_Problem description:_
Would you pull out every line of the material that contains the string "Desert"?

****

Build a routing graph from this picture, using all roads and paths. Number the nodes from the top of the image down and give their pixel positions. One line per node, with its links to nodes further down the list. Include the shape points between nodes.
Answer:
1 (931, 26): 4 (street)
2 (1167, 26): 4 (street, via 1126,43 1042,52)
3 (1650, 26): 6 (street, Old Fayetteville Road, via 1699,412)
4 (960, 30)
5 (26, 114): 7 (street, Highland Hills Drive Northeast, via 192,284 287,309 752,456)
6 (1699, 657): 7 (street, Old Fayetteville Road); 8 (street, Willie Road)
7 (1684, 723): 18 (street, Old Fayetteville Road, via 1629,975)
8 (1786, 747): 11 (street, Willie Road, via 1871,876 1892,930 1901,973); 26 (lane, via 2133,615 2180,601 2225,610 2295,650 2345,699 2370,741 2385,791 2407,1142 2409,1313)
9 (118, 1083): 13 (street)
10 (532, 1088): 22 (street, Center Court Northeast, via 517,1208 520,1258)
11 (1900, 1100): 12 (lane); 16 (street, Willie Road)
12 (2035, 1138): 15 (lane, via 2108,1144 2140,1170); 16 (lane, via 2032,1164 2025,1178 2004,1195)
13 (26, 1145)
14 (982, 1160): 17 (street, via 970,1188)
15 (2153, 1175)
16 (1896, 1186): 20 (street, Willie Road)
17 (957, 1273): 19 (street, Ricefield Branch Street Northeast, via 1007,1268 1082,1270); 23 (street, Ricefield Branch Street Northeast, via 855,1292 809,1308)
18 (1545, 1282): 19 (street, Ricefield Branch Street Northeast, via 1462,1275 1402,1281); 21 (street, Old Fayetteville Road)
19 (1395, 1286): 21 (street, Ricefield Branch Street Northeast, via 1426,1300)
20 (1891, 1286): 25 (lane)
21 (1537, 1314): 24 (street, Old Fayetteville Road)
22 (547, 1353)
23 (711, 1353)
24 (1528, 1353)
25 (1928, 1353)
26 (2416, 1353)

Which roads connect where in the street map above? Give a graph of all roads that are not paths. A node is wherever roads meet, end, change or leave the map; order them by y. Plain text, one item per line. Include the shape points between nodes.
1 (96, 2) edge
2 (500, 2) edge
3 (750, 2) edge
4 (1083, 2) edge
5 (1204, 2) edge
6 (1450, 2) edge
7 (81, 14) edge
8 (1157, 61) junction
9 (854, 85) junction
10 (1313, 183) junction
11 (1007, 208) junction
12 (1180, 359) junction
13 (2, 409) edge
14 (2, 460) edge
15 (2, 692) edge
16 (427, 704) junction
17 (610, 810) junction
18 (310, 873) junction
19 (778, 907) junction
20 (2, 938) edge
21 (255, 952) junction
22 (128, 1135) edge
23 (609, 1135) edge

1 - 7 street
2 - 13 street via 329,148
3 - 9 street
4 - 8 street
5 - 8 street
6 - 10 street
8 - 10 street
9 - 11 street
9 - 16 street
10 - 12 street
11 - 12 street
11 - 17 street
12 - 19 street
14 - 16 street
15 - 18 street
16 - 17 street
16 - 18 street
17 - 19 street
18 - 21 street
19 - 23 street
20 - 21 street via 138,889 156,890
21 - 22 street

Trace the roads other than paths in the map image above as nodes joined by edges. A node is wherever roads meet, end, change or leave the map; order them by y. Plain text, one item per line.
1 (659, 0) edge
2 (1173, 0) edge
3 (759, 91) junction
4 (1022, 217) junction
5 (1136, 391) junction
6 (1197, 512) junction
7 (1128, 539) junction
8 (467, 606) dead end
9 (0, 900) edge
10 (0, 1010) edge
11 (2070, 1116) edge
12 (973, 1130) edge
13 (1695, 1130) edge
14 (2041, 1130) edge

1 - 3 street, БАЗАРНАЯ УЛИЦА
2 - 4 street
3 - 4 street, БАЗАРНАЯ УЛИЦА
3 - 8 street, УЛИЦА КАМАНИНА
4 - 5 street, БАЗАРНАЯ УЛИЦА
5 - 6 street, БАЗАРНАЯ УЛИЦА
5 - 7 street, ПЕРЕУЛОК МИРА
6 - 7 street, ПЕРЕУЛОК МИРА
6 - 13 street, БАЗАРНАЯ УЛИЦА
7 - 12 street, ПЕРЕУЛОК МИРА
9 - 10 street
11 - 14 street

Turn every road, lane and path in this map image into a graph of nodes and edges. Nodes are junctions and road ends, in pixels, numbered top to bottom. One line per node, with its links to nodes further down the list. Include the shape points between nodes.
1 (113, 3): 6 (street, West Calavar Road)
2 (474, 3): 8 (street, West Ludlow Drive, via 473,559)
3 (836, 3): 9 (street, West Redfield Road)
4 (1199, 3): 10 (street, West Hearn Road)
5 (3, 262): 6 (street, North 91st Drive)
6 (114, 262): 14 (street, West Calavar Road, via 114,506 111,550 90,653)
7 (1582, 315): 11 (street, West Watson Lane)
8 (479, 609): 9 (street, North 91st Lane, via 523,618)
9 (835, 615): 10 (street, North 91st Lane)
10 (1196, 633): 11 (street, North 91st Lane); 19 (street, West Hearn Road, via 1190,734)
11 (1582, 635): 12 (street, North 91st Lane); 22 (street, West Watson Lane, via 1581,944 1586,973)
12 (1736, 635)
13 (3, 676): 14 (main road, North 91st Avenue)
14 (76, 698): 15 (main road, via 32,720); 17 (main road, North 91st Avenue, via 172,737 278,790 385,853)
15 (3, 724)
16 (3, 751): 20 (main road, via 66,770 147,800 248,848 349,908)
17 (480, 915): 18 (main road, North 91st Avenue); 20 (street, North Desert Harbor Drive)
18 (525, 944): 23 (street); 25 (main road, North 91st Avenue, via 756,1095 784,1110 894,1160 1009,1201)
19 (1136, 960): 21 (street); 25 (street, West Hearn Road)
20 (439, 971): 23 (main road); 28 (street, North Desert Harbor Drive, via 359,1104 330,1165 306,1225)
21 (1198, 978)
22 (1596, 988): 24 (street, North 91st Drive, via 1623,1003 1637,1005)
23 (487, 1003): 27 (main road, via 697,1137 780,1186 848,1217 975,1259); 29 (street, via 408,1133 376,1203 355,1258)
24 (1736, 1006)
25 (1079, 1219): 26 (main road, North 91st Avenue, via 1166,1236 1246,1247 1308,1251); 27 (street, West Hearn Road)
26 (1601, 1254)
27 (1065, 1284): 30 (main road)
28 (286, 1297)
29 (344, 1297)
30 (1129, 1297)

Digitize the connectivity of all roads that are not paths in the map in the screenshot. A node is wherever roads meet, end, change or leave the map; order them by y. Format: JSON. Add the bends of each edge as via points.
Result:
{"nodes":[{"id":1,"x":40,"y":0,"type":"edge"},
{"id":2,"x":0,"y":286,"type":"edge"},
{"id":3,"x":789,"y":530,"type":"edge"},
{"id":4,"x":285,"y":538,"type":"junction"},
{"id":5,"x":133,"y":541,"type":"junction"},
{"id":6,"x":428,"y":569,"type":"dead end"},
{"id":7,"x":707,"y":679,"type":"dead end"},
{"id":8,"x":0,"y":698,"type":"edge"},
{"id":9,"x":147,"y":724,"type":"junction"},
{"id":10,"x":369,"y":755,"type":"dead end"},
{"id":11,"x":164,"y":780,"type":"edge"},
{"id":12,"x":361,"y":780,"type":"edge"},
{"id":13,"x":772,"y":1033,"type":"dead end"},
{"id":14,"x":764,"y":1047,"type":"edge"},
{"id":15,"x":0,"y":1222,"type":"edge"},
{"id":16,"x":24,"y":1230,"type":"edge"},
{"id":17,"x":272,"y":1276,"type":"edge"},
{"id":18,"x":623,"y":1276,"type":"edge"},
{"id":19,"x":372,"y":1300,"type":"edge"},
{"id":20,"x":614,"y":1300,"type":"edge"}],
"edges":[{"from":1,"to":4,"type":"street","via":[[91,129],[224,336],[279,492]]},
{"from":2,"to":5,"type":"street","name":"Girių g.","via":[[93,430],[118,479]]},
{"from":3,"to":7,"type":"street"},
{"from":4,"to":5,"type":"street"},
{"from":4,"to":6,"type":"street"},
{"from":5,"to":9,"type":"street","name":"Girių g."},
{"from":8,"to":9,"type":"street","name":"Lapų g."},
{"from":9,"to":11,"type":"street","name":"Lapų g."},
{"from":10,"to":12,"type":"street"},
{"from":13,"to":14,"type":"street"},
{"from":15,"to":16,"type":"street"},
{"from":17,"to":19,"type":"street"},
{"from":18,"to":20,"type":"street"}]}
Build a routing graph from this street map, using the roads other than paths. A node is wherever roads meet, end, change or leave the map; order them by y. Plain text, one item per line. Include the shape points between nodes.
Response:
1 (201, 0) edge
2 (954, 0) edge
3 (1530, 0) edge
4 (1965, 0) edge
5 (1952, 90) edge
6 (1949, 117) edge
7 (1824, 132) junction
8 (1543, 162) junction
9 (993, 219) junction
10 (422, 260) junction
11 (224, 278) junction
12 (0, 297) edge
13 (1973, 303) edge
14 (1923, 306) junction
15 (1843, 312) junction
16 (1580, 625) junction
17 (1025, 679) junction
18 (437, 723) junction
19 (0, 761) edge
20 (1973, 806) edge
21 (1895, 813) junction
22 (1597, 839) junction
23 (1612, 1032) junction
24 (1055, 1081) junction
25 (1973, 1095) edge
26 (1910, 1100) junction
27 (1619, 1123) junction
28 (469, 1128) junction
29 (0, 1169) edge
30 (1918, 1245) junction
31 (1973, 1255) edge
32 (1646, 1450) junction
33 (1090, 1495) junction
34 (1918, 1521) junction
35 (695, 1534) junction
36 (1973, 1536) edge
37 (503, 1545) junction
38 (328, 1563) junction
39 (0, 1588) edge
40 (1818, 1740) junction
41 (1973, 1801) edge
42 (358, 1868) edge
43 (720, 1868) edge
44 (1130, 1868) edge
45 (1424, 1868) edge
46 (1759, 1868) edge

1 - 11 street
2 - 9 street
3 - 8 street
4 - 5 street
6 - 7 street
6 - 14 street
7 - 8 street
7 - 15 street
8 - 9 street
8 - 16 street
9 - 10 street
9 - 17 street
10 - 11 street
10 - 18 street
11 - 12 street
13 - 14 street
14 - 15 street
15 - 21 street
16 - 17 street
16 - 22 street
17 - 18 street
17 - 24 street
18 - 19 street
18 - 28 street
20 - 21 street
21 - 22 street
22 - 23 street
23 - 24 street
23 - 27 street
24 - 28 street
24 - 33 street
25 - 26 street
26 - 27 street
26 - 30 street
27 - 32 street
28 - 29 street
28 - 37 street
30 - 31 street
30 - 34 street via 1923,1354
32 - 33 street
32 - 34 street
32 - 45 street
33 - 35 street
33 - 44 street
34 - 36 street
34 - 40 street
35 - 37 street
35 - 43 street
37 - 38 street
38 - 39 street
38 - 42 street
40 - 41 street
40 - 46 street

****

_Output below:_
17 (480, 915): 18 (main road, North 91st Avenue); 20 (street, North Desert Harbor Drive)
20 (439, 971): 23 (main road); 28 (street, North Desert Harbor Drive, via 359,1104 330,1165 306,1225)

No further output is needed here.